Activity:
Give again, exactly as they appear, only the lines from the one containing "Build a routing" through the last line of the material below.

(Beginning of Data excerpts)

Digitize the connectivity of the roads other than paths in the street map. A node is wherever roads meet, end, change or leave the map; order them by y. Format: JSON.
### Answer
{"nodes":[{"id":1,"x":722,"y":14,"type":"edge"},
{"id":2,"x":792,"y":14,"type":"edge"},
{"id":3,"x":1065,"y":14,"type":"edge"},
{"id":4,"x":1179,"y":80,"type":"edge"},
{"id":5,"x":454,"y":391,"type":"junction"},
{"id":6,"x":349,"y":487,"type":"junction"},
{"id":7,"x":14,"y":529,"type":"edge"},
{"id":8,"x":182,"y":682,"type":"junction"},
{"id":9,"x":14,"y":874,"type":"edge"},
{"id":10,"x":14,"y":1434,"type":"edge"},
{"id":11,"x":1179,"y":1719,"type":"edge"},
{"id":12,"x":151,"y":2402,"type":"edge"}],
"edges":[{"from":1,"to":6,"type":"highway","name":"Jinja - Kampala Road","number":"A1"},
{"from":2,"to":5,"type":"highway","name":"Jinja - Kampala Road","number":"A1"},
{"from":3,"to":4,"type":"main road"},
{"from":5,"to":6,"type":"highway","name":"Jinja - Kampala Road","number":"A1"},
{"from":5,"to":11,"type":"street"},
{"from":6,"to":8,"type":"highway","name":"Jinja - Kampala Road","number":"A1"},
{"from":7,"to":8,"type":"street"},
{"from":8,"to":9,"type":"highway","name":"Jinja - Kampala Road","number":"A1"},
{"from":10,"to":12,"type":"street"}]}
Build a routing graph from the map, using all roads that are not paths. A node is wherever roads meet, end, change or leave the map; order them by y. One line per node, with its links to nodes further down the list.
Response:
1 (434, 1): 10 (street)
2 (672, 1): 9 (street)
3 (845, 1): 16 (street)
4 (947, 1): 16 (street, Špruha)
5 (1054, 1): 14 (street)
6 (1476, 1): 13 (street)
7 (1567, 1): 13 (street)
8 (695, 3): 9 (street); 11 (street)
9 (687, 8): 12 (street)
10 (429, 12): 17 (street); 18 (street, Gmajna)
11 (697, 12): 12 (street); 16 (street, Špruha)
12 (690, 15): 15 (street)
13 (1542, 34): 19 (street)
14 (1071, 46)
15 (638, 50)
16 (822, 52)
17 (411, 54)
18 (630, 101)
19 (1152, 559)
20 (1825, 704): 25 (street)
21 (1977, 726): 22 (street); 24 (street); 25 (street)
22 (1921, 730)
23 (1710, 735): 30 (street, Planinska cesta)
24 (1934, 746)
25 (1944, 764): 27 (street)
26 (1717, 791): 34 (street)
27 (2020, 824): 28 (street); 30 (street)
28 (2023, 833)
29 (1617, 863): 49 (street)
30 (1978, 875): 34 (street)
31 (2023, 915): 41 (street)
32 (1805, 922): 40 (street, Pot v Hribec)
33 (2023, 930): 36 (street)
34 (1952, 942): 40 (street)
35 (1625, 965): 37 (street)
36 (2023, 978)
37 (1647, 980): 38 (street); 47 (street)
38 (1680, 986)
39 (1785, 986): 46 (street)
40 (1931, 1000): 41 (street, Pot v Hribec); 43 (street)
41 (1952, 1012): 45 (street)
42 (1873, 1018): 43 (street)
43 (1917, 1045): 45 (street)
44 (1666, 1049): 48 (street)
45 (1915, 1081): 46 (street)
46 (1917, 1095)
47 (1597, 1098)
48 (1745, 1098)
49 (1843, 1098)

(End of Data excerpts)

Written reply:
Build a routing graph from the map, using all roads that are not paths. A node is wherever roads meet, end, change or leave the map; order them by y. One line per node, with its links to nodes further down the list.
Response:
1 (434, 1): 10 (street)
2 (672, 1): 9 (street)
3 (845, 1): 16 (street)
4 (947, 1): 16 (street, Špruha)
5 (1054, 1): 14 (street)
6 (1476, 1): 13 (street)
7 (1567, 1): 13 (street)
8 (695, 3): 9 (street); 11 (street)
9 (687, 8): 12 (street)
10 (429, 12): 17 (street); 18 (street, Gmajna)
11 (697, 12): 12 (street); 16 (street, Špruha)
12 (690, 15): 15 (street)
13 (1542, 34): 19 (street)
14 (1071, 46)
15 (638, 50)
16 (822, 52)
17 (411, 54)
18 (630, 101)
19 (1152, 559)
20 (1825, 704): 25 (street)
21 (1977, 726): 22 (street); 24 (street); 25 (street)
22 (1921, 730)
23 (1710, 735): 30 (street, Planinska cesta)
24 (1934, 746)
25 (1944, 764): 27 (street)
26 (1717, 791): 34 (street)
27 (2020, 824): 28 (street); 30 (street)
28 (2023, 833)
29 (1617, 863): 49 (street)
30 (1978, 875): 34 (street)
31 (2023, 915): 41 (street)
32 (1805, 922): 40 (street, Pot v Hribec)
33 (2023, 930): 36 (street)
34 (1952, 942): 40 (street)
35 (1625, 965): 37 (street)
36 (2023, 978)
37 (1647, 980): 38 (street); 47 (street)
38 (1680, 986)
39 (1785, 986): 46 (street)
40 (1931, 1000): 41 (street, Pot v Hribec); 43 (street)
41 (1952, 1012): 45 (street)
42 (1873, 1018): 43 (street)
43 (1917, 1045): 45 (street)
44 (1666, 1049): 48 (street)
45 (1915, 1081): 46 (street)
46 (1917, 1095)
47 (1597, 1098)
48 (1745, 1098)
49 (1843, 1098)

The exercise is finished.